(Beginning of Information supplied)
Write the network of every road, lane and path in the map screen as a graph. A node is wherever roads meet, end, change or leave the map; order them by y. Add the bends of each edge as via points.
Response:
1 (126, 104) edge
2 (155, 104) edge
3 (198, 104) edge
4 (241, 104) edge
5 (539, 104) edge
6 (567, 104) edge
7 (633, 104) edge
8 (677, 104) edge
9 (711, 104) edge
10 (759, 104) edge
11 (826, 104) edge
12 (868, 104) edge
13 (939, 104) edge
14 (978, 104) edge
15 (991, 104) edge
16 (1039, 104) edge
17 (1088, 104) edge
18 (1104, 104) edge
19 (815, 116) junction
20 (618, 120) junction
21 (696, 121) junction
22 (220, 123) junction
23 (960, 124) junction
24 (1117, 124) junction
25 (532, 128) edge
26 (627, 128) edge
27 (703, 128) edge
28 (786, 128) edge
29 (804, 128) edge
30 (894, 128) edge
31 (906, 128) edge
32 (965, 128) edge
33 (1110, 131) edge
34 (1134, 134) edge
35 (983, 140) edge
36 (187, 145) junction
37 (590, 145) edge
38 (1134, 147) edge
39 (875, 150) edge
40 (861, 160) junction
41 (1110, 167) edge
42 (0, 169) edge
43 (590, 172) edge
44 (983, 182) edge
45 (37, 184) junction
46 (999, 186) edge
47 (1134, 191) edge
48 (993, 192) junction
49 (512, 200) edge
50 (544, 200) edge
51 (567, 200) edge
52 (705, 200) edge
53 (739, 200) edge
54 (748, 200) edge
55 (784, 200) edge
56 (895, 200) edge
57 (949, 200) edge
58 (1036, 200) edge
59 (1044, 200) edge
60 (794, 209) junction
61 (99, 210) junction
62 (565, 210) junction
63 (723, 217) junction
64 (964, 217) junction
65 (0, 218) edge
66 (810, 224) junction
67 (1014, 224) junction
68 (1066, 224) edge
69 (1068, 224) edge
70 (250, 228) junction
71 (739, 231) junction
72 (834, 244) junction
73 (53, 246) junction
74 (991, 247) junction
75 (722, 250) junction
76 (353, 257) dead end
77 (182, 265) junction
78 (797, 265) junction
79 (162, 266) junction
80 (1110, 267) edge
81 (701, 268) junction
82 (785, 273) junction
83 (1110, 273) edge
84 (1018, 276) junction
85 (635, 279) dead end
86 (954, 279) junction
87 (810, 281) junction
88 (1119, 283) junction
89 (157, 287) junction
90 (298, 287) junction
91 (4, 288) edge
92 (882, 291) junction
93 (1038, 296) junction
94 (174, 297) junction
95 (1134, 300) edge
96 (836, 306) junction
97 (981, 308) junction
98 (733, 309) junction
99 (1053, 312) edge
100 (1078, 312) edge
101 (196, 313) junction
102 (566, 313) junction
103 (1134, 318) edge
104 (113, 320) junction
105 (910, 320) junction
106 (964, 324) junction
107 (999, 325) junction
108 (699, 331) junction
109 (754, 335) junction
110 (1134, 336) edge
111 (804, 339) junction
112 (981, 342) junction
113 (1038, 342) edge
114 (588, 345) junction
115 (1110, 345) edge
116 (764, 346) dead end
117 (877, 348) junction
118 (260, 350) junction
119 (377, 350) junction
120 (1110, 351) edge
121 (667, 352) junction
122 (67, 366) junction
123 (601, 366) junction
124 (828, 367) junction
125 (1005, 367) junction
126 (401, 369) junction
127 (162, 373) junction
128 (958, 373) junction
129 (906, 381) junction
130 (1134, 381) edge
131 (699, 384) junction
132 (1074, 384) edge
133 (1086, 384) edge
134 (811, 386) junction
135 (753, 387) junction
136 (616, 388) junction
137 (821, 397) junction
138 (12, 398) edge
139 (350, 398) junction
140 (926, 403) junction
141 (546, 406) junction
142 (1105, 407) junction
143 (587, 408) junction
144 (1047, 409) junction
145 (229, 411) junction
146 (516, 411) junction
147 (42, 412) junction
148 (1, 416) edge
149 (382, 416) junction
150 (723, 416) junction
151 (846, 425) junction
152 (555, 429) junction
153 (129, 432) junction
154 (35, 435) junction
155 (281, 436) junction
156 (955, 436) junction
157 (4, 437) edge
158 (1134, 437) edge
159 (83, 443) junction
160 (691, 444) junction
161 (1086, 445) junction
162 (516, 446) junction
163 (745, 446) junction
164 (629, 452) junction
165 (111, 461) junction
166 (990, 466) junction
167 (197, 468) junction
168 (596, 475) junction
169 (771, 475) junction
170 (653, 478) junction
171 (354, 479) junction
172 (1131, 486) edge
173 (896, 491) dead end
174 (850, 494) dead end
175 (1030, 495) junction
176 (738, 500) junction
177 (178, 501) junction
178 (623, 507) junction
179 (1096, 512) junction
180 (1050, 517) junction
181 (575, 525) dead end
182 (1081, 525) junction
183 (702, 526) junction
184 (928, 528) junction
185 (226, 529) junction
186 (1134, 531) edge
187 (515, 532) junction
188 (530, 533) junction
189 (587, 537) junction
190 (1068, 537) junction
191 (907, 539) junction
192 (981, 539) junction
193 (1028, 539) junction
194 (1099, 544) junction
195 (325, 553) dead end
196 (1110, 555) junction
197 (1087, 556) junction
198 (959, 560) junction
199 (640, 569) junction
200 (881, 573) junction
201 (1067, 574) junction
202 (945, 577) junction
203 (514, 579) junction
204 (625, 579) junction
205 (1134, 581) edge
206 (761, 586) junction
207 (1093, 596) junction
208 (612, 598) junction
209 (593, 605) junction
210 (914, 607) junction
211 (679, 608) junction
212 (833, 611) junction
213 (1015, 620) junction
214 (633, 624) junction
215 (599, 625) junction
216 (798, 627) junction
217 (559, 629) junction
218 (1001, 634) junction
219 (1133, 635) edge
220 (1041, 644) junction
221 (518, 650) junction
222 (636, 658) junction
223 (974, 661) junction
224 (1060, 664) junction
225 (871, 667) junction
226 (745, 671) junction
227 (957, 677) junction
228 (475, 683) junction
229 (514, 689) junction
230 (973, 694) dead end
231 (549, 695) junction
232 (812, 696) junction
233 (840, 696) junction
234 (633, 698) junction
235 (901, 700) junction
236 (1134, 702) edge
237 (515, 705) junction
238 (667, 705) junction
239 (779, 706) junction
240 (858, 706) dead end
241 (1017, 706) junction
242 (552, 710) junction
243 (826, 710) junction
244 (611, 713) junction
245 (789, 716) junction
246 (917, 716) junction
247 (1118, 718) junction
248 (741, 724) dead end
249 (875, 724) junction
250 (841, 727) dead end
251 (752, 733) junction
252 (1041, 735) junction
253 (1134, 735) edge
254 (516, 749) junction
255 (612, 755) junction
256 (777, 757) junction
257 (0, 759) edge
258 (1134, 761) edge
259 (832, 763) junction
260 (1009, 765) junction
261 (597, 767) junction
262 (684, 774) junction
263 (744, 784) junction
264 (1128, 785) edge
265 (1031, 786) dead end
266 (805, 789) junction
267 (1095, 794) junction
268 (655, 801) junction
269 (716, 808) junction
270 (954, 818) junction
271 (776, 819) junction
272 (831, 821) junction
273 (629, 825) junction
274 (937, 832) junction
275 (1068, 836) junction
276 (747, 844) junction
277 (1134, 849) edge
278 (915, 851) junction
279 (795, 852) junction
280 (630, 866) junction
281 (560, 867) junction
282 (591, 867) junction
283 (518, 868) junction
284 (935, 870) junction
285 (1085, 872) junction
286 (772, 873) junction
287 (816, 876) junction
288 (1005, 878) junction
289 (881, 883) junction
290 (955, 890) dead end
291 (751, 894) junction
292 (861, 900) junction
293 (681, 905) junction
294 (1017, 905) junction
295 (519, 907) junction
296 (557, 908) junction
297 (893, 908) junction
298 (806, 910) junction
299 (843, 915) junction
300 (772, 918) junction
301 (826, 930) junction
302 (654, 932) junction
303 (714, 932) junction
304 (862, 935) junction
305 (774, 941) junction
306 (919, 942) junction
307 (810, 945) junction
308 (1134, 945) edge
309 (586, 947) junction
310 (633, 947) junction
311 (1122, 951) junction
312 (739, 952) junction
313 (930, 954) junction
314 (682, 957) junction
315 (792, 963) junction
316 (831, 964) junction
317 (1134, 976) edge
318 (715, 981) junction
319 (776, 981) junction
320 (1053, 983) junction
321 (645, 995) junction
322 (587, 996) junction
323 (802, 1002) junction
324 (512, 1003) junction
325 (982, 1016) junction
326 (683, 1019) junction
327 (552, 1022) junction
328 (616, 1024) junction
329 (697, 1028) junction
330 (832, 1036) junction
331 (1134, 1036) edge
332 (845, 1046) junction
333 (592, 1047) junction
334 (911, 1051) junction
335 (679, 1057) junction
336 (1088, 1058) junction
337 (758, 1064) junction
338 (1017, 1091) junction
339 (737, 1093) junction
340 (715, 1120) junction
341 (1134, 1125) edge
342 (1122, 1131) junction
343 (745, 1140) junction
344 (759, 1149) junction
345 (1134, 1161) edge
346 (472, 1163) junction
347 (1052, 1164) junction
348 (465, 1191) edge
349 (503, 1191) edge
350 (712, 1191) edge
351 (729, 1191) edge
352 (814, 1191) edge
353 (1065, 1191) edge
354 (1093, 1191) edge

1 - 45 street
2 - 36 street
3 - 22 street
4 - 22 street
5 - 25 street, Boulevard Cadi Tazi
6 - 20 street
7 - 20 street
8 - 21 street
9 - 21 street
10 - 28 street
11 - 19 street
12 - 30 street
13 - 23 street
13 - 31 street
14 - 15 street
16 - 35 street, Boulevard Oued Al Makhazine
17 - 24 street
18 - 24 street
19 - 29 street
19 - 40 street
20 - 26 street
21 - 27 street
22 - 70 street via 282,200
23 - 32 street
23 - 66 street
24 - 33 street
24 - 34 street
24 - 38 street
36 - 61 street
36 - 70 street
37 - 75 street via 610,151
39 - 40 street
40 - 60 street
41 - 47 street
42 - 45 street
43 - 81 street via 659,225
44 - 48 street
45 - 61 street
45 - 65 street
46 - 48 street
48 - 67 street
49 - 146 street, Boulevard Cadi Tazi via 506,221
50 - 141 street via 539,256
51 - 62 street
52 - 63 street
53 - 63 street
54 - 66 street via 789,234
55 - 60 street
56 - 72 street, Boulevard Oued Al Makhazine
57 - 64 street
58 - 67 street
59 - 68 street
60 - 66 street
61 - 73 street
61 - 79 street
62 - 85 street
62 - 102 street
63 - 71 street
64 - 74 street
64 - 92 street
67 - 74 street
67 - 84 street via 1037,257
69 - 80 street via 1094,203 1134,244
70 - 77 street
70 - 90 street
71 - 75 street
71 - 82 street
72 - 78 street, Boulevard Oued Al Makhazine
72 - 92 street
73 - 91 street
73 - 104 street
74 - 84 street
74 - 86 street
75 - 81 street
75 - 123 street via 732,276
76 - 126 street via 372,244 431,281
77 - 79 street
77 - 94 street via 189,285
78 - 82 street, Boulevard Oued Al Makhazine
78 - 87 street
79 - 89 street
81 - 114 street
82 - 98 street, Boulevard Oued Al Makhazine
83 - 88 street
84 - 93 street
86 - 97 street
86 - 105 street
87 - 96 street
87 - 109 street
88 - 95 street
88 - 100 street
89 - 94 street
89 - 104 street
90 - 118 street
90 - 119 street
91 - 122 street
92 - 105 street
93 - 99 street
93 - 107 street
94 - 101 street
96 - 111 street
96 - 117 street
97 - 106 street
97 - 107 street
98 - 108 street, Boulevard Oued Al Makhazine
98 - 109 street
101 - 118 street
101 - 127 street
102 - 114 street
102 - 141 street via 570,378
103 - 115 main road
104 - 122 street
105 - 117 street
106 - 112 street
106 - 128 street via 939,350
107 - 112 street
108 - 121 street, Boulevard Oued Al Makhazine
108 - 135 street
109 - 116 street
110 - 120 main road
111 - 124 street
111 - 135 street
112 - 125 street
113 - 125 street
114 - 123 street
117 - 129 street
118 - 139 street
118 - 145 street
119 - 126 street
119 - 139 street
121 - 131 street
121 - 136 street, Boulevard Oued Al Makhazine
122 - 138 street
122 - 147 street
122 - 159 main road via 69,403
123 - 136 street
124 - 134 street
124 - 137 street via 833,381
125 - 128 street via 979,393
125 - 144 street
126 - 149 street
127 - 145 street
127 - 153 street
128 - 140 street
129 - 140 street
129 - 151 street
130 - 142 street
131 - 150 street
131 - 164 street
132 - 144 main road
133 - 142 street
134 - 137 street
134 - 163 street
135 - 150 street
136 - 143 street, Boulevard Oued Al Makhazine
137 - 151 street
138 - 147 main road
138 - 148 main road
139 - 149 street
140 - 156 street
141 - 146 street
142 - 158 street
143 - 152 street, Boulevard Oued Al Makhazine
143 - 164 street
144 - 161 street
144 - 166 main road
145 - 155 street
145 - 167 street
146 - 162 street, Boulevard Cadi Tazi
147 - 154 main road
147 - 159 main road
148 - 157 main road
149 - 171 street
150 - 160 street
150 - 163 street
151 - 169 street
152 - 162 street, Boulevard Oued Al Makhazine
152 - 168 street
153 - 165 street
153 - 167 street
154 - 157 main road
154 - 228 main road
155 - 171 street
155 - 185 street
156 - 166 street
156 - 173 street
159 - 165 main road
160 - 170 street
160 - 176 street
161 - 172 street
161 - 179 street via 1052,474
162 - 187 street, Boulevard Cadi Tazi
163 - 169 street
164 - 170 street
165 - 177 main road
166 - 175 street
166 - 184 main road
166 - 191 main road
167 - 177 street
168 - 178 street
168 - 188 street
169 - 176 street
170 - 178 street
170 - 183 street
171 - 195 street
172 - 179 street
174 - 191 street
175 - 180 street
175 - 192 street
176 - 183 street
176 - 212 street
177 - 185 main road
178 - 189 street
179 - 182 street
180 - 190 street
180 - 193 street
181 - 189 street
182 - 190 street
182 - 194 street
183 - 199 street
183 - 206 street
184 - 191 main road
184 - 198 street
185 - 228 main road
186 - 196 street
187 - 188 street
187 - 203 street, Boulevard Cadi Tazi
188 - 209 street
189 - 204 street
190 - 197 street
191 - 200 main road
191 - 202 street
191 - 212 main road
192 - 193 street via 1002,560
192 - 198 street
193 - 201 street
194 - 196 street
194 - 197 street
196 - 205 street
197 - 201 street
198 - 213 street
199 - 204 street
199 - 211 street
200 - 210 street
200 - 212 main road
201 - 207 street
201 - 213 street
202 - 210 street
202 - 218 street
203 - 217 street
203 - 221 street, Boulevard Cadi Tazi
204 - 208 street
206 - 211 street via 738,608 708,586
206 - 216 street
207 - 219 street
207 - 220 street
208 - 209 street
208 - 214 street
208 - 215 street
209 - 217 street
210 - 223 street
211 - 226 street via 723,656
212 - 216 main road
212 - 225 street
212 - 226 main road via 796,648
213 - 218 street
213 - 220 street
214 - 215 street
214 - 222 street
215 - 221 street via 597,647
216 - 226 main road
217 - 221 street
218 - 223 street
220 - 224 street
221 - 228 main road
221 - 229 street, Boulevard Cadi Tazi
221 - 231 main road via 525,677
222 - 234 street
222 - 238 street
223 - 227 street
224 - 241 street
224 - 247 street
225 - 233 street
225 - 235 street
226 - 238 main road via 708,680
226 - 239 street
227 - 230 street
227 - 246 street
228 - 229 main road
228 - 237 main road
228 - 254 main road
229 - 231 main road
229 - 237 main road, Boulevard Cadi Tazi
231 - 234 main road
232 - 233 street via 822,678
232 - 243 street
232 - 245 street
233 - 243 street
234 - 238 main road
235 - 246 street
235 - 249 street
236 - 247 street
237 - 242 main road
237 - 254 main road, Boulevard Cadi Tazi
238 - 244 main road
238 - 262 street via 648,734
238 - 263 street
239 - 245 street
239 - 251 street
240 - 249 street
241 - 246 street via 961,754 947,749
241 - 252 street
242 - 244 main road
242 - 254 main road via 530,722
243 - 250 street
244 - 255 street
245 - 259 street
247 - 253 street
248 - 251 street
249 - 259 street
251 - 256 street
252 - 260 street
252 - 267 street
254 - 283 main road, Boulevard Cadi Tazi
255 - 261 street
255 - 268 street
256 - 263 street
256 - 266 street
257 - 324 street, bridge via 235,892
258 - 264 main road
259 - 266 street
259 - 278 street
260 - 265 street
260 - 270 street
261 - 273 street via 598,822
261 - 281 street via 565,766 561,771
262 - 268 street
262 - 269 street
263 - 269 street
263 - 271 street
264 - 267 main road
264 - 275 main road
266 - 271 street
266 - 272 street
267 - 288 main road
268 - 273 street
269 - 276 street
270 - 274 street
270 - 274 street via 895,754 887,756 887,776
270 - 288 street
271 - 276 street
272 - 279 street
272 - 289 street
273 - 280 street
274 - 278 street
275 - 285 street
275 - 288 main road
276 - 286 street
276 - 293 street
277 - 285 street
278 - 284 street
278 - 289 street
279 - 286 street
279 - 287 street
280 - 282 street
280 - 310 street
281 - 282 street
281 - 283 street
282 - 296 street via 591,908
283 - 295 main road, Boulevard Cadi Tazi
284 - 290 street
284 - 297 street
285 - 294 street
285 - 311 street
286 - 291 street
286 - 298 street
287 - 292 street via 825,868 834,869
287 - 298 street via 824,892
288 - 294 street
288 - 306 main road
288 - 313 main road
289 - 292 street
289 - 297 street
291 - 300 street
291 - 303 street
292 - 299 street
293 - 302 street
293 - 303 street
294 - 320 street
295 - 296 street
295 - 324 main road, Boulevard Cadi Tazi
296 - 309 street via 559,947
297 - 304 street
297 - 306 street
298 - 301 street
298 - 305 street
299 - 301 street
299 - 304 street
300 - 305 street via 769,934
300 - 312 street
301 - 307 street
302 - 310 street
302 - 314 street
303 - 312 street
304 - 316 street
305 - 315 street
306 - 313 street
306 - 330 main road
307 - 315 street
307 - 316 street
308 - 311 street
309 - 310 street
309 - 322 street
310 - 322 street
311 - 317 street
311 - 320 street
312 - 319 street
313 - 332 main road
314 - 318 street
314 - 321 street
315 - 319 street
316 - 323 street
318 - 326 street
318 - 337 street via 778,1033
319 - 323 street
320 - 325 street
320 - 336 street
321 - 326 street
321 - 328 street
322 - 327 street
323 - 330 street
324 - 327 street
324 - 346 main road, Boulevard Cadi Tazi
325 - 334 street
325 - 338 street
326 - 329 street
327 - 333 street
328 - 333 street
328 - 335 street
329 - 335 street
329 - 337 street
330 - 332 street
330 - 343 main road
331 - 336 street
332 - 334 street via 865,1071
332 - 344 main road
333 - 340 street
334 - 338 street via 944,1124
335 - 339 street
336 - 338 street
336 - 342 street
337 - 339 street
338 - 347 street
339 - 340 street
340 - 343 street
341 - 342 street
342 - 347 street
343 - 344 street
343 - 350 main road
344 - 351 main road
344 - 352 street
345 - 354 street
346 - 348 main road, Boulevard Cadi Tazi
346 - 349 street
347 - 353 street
(End of Information supplied)
Directions:
Every line above that holds "Makhazine" counts once; state the total and nothing else.

Response to the task:
11